Segment Start: Exercise material

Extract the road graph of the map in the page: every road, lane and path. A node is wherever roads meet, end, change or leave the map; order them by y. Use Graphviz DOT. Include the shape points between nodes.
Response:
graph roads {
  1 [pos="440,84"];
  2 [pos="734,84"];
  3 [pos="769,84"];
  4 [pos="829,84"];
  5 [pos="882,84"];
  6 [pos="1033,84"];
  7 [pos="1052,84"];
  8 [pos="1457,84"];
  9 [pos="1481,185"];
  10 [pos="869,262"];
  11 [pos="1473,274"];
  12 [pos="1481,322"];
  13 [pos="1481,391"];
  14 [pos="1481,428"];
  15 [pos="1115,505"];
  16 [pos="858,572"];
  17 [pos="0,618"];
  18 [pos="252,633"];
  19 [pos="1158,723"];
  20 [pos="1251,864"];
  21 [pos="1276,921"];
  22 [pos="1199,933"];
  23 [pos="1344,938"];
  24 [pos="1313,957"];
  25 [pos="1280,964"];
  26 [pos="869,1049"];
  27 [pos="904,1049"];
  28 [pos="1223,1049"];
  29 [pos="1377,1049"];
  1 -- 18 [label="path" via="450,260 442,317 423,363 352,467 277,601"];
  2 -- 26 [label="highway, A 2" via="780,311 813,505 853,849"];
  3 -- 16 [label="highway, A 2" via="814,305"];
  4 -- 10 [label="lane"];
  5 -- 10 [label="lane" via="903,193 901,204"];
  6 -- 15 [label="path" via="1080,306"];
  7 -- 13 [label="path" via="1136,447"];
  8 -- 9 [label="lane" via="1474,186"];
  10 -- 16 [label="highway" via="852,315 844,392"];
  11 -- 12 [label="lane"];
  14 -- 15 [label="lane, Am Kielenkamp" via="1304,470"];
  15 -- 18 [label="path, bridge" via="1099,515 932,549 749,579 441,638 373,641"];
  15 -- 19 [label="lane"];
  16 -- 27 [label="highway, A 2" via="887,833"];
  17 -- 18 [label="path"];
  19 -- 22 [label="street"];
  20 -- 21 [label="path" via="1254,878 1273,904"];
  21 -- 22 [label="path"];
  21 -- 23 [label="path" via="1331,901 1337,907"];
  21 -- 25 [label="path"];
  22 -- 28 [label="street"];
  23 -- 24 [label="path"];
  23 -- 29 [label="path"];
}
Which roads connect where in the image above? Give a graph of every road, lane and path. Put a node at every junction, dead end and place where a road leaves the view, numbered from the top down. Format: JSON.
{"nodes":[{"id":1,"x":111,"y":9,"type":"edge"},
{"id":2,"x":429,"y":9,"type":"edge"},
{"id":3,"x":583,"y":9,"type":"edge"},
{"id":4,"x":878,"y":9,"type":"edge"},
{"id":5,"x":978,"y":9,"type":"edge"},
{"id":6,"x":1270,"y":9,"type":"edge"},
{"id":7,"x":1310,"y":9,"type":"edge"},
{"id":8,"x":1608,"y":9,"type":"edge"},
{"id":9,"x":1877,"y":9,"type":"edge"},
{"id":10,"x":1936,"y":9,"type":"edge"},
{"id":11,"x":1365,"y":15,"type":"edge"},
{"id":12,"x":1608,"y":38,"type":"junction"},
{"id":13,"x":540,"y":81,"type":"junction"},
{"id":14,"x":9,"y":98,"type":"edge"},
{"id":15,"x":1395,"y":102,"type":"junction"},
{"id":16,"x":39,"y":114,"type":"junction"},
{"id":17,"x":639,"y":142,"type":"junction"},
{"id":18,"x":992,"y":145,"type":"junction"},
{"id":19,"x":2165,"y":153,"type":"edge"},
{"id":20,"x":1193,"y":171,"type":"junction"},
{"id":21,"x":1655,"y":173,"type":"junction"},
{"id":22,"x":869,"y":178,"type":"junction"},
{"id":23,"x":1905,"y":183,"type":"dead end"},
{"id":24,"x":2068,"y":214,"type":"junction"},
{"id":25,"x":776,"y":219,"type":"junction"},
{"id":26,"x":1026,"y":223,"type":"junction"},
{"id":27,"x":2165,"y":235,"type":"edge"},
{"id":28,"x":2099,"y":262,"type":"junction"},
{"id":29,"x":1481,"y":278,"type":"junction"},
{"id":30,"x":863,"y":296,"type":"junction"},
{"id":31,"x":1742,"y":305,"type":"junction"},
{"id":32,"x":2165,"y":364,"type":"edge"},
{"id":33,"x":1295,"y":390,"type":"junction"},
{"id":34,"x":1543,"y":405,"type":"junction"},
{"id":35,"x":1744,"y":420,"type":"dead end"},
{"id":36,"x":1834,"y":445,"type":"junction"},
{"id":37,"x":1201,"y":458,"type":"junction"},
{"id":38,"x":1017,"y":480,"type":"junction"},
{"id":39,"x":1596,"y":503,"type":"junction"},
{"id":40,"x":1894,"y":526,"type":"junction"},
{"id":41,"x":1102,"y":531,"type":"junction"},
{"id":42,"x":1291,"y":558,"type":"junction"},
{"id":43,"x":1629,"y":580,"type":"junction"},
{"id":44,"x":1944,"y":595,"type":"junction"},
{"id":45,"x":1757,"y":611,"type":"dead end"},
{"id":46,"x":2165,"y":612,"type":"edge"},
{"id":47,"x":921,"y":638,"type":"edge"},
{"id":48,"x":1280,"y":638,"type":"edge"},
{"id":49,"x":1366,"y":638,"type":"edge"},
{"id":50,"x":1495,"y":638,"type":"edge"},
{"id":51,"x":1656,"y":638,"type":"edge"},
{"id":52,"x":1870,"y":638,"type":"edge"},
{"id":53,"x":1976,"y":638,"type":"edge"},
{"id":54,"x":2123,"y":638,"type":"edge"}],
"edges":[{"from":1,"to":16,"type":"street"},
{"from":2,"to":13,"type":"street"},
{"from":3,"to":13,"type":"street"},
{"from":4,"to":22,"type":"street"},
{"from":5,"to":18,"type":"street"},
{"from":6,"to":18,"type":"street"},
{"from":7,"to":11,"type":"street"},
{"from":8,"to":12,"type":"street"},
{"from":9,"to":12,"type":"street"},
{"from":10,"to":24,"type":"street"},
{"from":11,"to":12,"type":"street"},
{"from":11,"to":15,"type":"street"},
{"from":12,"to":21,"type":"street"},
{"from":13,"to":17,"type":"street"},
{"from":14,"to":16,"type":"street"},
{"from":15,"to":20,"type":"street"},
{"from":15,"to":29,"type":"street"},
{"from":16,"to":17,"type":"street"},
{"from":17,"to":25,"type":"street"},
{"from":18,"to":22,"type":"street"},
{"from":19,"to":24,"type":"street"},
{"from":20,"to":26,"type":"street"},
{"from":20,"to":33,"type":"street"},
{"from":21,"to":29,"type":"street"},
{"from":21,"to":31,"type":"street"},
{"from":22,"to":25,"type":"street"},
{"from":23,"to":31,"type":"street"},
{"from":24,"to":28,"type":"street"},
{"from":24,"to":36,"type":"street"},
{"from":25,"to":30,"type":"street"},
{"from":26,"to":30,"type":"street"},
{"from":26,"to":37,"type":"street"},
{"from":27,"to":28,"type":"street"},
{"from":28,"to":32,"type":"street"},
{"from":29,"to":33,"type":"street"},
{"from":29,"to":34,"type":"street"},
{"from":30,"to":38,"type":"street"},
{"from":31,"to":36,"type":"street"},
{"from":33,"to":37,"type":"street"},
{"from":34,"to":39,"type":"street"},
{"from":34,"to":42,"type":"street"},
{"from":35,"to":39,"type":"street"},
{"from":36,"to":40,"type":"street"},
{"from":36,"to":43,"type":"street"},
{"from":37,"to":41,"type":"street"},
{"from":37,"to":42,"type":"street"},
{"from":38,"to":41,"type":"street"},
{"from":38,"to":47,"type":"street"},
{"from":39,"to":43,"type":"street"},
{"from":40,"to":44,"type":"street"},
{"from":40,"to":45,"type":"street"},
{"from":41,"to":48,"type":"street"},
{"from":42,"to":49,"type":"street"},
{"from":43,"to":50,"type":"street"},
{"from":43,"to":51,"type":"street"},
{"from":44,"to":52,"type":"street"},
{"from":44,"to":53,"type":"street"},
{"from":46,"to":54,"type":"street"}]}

Segment End: Exercise material

- [What you need to do]: Go through the material and select each line with the string "nodes" in it.

- [Task output]:
Extract the road graph of the map in the page: every road, lane and path. A node is wherever roads meet, end, change or leave the map; order them by y. Use Graphviz DOT. Include the shape points between nodes.
{"nodes":[{"id":1,"x":111,"y":9,"type":"edge"},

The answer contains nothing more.